Agent sessions are fragile. They end when context windows fill up and compact, when the user closes their laptop, when the process crashes, or when the network drops. Any of these can happen mid-operation.

With mutable state, a crash mid-write can leave a half-updated JSON file. You can't tell what happened. Did the task complete? Did the review pass? The state says one thing, but the state might be wrong.

Event sourcing sidesteps this. Every action is recorded as an immutable event, appended to a log. State is computed from events, not stored directly. If state gets corrupted, you replay the events and rebuild it. The events themselves are the truth.

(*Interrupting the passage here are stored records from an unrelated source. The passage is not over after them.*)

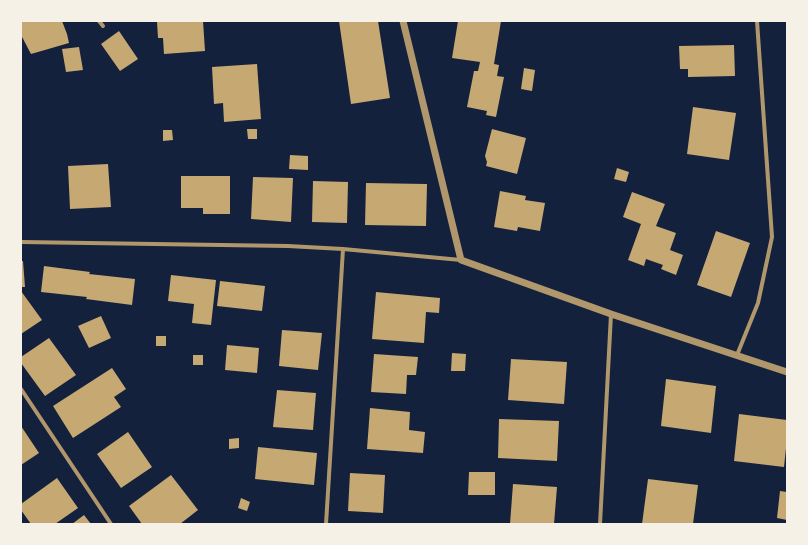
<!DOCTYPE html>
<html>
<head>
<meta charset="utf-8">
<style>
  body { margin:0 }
  #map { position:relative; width:808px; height:545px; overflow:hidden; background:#14213d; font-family:Inter,sans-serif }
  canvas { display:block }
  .frame { position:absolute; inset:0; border:22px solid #f6f1e7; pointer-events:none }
</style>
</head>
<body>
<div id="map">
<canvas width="808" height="545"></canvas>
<div class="frame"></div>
</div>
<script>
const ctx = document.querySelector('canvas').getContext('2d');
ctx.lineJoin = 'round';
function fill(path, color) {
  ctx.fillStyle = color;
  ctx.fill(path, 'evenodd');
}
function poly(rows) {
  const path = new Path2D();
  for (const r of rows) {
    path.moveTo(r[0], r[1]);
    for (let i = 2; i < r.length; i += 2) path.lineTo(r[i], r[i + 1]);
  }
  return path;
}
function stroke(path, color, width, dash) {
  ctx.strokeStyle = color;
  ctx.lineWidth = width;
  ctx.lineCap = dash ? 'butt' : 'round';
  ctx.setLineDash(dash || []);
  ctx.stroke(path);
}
const building = poly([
  [21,21,62,21,67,34,69,43,31,54,21,35],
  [164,21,203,21,205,51,164,54,163,38,158,38,157,22],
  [339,21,378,21,390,98,351,104],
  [458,21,501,21,494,64,499,65,497,76,504,77,496,117,486,115,487,111,467,107,474,71,478,71,480,62,452,58],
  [119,31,138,59,120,71,101,44],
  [734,45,735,76,688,77,688,69,680,69,679,46],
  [79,47,83,70,66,72,62,49],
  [257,64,261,119,224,122,223,103,214,104,212,67],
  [524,68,535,70,532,91,521,89],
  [693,107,736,113,729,160,687,154],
  [247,129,257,129,257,139,248,139],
  [492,129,526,138,517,174,486,166,487,162,485,156],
  [163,130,172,130,173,140,163,141],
  [290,155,308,156,308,170,289,169],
  [108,164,111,207,70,209,68,166],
  [617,168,629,172,626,182,614,179],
  [181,176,230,176,230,214,203,214,203,208,181,208],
  [253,177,293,178,291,222,251,219],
  [313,181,348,182,347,223,312,222],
  [366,183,427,184,426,226,365,225],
  [500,191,526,196,525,200,545,203,540,231,518,227,517,231,494,227],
  [632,192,665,204,656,226,676,233,670,250,683,255,676,275,661,269,663,265,646,259,644,266,628,260,641,224,623,217],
  [716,231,750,243,731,297,697,285],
  [21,261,23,261,25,287,21,287],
  [44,266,90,272,89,274,135,279,132,305,86,299,87,297,41,292],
  [171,275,216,280,211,325,192,323,194,304,168,301],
  [220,281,265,286,262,311,217,306],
  [21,291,42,320,21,334],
  [376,292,440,298,439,313,426,312,424,343,372,339],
  [101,316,111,338,89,348,78,326],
  [282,330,322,333,318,370,279,366],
  [156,336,166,336,166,346,156,346],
  [49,338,76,375,45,396,21,363,21,357],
  [227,345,259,348,257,373,225,370],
  [452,353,466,354,465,371,451,371],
  [374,354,418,357,416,375,407,375,406,394,371,392],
  [193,355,203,355,203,365,193,365],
  [511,359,567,362,564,404,508,400],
  [112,368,126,389,114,397,121,407,73,438,53,406],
  [666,379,716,386,711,433,661,426],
  [277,390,316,393,313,430,273,427],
  [370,408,410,412,409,430,425,432,423,453,367,449],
  [739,414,787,420,787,439,784,467,734,461],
  [499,419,559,421,557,461,498,458],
  [21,426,39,453,21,465],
  [128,432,152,467,121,488,97,454],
  [239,438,239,448,229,449,229,439],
  [258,447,317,453,314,485,255,479],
  [469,472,495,472,495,495,468,495],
  [350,473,385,475,383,513,348,511],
  [171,475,198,510,180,524,142,524,129,506],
  [57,478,78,508,55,524,31,524,21,510,21,504],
  [648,479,698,485,693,524,642,524],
  [513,484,557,487,554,524,510,524],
  [780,491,787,492,787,520,777,518],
  [241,498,250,502,247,511,238,508],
  [84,515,91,524,72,524]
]);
const minor = poly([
  [99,21,103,26],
  [21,242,288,246,343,249,461,260],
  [737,355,758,303,772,237,757,21],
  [21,389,111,524],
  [326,524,343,249],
  [600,524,611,314]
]);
const tertiary = poly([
  [403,21,461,260,611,314,787,372]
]);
fill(building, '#c6a872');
stroke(minor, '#b1986c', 4);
stroke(tertiary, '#b1986c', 7);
</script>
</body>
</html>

This gives you crash recovery, a full audit trail, and reconciliation. If a session dies between writing an event and updating state, the next session reconciles automatically. You can answer "what happened during this workflow?" by reading the event log, since every transition, guard failure, and task assignment is recorded with timestamps and context. And if state gets out of sync from a bug, a concurrent write, or a corrupted file, you rebuild it from events. This is not hypothetical; it happens in practice when hook subprocesses write events while the main server is restarting.

How it works

Each workflow gets its own JSONL file: {featureId}.events.jsonl. One event per line, append-only. A typical event looks like this:

json
{
  "streamId": "my-feature",
  "sequence": 42,
  "timestamp": "2025-01-15T10:30:00.000Z",
  "type": "workflow.transition",
  "data": { "from": "plan-review", "to": "delegate" }
}

Events have:

  • sequence -- monotonically increasing integer, used for ordering and conflict detection
  • type -- one of 65 event types across 13 categories (workflow lifecycle, tasks, quality gates, teams, reviews, telemetry, shepherd iterations, and more)
  • data -- structured payload specific to the event type
  • timestamp -- ISO 8601, used for time-based queries
  • idempotencyKey (optional) -- deduplication key for retry safety

State is a projection: a JSON object computed by reading events from sequence 0. In practice, state is cached in a {featureId}.json file and only new events (those with sequence numbers higher than the state's _eventSequence) are applied. This means state reads are fast (just read the JSON file) while still being rebuildable from events.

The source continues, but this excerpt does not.